Information:
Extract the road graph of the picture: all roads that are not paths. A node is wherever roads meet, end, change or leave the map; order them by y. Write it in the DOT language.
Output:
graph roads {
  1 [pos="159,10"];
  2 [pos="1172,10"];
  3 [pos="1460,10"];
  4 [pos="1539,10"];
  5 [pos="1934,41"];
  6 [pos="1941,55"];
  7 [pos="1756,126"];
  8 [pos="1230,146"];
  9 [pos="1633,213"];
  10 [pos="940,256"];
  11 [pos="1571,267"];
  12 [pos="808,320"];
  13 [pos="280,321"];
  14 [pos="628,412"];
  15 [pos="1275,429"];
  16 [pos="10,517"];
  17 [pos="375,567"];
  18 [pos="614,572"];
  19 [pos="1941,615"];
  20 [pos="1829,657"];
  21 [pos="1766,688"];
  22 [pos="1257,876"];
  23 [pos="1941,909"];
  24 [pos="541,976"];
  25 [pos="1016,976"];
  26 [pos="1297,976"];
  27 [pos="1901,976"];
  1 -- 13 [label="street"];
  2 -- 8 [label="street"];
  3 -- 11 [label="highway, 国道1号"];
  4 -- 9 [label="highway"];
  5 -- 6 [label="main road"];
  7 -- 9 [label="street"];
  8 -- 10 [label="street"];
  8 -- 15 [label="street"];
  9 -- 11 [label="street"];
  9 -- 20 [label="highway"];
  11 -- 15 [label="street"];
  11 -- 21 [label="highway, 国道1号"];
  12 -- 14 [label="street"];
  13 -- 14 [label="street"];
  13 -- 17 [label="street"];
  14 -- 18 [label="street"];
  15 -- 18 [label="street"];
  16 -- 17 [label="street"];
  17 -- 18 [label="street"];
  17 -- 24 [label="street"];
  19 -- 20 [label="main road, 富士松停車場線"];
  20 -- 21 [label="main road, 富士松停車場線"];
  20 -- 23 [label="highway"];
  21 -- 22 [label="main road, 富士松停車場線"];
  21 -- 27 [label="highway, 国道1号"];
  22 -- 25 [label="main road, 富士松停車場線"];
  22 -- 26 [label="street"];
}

Try it: Scan the records above and show every line in which the word "highway" occurs.

Expected answer:
  3 -- 11 [label="highway, 国道1号"];
  4 -- 9 [label="highway"];
  9 -- 20 [label="highway"];
  11 -- 21 [label="highway, 国道1号"];
  20 -- 23 [label="highway"];
  21 -- 27 [label="highway, 国道1号"];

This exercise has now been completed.